___ PROVIDED MATERIAL ___

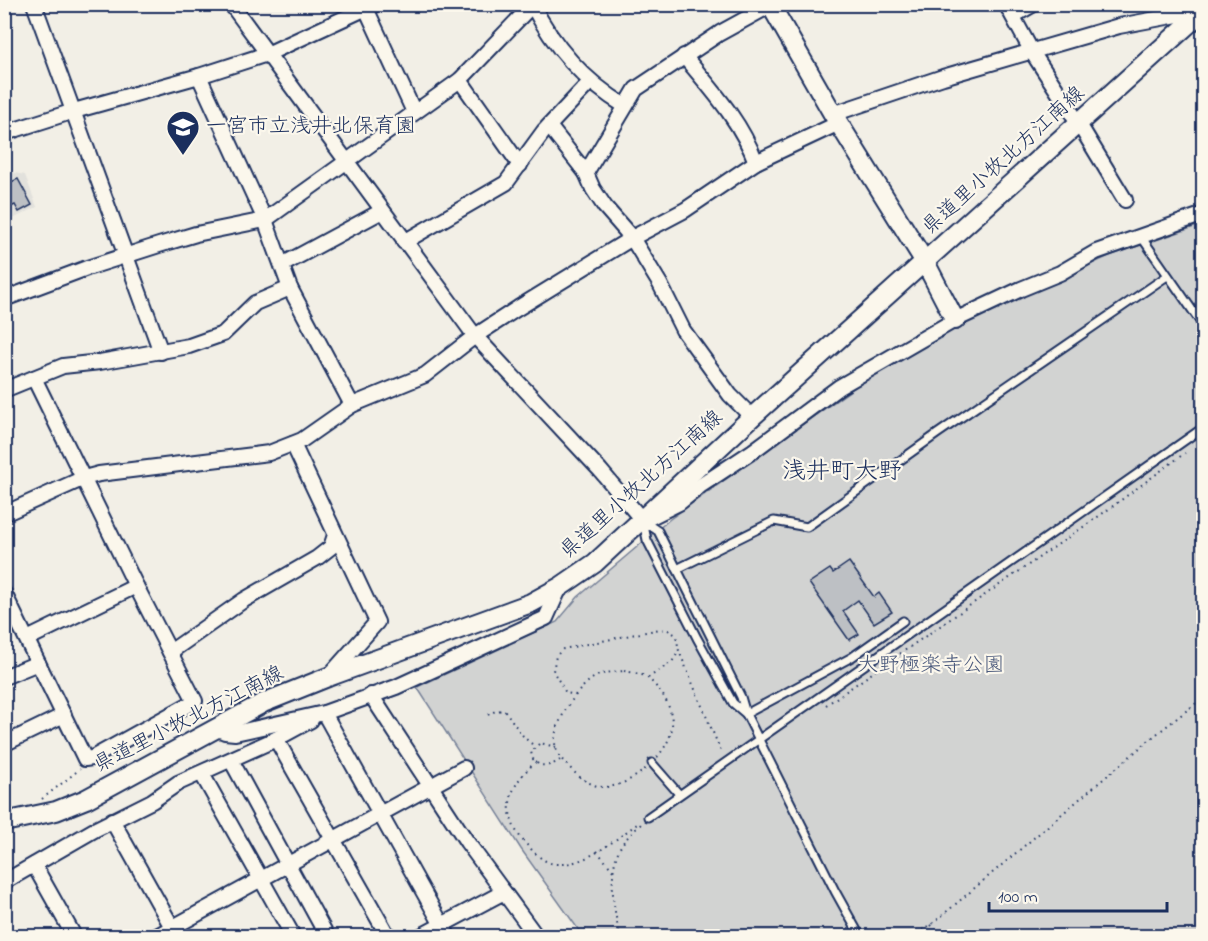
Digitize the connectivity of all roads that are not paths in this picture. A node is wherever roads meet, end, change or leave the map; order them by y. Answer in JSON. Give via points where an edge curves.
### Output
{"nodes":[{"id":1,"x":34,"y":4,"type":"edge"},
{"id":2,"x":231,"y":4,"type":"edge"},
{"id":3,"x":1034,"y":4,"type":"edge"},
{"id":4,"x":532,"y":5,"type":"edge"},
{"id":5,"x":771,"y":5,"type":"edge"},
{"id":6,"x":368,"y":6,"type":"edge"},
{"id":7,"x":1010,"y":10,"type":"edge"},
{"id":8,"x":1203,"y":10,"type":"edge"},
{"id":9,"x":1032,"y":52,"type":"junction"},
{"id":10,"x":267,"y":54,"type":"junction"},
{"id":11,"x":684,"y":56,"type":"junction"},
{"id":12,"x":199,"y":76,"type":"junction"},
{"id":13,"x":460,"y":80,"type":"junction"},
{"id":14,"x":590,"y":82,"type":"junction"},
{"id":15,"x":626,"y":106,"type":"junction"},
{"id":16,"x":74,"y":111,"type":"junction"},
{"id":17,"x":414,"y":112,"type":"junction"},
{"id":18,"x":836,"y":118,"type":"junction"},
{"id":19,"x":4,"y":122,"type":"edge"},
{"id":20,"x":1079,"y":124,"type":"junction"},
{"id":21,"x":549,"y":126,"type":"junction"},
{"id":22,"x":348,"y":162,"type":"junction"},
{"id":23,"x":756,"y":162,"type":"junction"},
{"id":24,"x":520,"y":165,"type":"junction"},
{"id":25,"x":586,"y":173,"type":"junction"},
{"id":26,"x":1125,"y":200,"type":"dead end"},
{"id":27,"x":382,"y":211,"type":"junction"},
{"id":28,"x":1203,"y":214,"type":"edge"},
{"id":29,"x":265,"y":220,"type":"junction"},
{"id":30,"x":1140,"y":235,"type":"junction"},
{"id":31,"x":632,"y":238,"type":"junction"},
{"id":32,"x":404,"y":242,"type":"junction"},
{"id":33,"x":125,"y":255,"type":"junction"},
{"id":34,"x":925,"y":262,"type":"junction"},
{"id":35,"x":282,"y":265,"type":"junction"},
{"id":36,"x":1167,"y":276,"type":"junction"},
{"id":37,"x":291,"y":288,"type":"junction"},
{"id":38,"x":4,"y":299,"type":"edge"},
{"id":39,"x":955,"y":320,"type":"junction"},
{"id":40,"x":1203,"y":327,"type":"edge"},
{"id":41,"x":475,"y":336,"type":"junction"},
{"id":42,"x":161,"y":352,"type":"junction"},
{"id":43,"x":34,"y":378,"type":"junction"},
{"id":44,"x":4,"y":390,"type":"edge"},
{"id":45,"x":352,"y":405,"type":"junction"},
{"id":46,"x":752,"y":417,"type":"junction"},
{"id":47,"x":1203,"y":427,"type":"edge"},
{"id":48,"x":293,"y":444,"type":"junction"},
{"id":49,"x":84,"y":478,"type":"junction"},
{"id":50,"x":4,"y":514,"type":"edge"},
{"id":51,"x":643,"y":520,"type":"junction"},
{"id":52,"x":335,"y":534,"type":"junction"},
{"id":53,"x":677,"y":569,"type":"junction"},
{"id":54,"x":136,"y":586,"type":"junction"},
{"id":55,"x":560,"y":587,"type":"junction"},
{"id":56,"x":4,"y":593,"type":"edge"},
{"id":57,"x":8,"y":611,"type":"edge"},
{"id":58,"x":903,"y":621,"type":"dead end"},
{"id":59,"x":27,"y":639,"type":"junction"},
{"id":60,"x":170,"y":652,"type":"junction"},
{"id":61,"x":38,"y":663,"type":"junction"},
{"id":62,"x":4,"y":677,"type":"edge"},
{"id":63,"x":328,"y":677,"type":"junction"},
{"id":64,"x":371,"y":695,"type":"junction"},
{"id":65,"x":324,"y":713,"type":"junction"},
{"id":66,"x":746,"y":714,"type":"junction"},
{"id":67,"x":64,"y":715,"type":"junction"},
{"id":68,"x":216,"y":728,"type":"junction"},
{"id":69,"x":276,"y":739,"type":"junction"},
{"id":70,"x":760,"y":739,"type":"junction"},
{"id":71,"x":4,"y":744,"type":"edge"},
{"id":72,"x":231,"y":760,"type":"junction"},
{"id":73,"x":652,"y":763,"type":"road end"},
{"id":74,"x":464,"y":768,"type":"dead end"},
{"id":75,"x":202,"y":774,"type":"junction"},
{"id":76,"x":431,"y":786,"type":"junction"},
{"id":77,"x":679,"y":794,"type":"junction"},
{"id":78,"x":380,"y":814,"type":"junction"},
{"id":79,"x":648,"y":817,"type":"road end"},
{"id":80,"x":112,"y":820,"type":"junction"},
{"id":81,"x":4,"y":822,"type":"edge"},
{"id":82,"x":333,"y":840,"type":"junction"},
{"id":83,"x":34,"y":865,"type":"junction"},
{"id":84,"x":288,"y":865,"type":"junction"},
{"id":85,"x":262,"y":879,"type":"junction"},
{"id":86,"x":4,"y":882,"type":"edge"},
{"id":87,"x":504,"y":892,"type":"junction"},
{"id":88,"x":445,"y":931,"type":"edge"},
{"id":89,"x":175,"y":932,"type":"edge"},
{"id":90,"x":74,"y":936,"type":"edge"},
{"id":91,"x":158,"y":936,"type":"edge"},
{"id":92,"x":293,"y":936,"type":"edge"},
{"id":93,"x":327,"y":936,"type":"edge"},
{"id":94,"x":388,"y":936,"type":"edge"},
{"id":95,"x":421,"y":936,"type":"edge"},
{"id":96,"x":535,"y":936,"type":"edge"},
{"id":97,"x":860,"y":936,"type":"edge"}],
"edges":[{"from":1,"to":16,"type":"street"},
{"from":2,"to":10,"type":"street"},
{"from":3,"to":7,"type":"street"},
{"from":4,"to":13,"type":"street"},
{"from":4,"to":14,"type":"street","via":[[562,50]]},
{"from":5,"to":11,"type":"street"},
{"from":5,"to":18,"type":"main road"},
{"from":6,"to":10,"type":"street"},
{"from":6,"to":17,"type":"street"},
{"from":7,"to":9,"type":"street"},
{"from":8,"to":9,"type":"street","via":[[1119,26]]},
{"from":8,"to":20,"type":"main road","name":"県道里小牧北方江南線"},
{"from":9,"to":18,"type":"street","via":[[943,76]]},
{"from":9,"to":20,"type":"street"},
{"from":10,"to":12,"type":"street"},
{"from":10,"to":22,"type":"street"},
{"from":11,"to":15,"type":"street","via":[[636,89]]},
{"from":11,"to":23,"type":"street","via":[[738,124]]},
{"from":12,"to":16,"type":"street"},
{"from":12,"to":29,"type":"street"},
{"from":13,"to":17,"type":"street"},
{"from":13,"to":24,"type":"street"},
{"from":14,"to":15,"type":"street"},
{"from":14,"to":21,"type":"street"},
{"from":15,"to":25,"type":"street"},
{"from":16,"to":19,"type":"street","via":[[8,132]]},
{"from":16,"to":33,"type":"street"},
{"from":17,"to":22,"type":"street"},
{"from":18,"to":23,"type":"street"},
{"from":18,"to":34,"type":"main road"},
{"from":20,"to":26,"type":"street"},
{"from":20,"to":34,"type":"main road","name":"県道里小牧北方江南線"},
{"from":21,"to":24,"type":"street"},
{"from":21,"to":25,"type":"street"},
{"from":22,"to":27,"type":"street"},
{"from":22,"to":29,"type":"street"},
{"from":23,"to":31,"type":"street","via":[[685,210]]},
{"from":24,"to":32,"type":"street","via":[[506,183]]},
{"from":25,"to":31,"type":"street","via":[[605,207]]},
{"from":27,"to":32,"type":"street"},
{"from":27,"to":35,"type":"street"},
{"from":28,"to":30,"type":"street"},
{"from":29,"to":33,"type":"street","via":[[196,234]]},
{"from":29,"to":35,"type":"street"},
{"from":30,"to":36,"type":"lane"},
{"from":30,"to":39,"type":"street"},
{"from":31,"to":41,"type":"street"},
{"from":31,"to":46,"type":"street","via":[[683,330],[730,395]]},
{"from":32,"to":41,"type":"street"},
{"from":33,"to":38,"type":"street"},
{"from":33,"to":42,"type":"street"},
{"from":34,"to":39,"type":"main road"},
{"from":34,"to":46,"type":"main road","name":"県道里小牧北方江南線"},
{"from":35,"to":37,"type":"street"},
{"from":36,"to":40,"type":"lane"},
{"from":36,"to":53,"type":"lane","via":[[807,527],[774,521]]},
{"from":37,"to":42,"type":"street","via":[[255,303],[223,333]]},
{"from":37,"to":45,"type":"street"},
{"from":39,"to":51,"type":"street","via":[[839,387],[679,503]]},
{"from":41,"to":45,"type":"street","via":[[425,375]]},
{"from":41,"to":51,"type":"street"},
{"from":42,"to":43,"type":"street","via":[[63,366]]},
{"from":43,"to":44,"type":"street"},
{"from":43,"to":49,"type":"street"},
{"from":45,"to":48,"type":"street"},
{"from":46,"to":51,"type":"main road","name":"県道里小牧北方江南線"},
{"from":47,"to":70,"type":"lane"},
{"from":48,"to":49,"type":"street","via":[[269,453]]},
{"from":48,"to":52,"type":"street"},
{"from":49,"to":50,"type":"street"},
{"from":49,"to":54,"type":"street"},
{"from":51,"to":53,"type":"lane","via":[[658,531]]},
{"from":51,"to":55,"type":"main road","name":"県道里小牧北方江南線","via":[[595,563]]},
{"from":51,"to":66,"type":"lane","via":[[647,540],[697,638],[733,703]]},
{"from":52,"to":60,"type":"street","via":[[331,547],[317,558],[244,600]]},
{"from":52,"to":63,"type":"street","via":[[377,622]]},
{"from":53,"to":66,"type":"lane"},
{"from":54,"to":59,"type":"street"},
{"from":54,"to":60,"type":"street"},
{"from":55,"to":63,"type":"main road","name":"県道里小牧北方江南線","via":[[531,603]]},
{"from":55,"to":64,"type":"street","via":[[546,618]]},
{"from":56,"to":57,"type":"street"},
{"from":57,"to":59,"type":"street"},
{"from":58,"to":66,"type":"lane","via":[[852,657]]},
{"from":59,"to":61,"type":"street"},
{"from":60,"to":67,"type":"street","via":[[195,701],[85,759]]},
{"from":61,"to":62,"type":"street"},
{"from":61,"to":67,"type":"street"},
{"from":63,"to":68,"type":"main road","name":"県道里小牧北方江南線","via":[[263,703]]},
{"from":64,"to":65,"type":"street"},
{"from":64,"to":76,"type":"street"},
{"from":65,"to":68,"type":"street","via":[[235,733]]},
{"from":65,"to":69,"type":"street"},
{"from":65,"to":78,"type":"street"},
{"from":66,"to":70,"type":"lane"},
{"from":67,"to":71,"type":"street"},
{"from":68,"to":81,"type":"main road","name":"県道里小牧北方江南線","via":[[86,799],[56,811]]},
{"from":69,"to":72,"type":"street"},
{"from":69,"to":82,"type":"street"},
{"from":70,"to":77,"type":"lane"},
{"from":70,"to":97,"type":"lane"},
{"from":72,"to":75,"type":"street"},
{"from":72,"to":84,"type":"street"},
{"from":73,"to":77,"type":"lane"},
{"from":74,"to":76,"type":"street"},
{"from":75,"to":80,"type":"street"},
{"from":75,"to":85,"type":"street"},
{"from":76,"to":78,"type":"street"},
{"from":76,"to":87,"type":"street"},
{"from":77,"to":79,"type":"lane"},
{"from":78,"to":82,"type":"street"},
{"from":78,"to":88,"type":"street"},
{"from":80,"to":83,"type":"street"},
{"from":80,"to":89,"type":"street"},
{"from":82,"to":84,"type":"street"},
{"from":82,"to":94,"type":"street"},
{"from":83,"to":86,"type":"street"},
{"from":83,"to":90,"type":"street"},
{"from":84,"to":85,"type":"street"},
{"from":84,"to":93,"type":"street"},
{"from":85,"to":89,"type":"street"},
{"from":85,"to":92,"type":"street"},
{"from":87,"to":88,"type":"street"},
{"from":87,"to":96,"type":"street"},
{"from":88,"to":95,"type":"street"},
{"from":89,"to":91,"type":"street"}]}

___

In how many lines of the preceding material does the word "name" occur? Answer with the number only.

8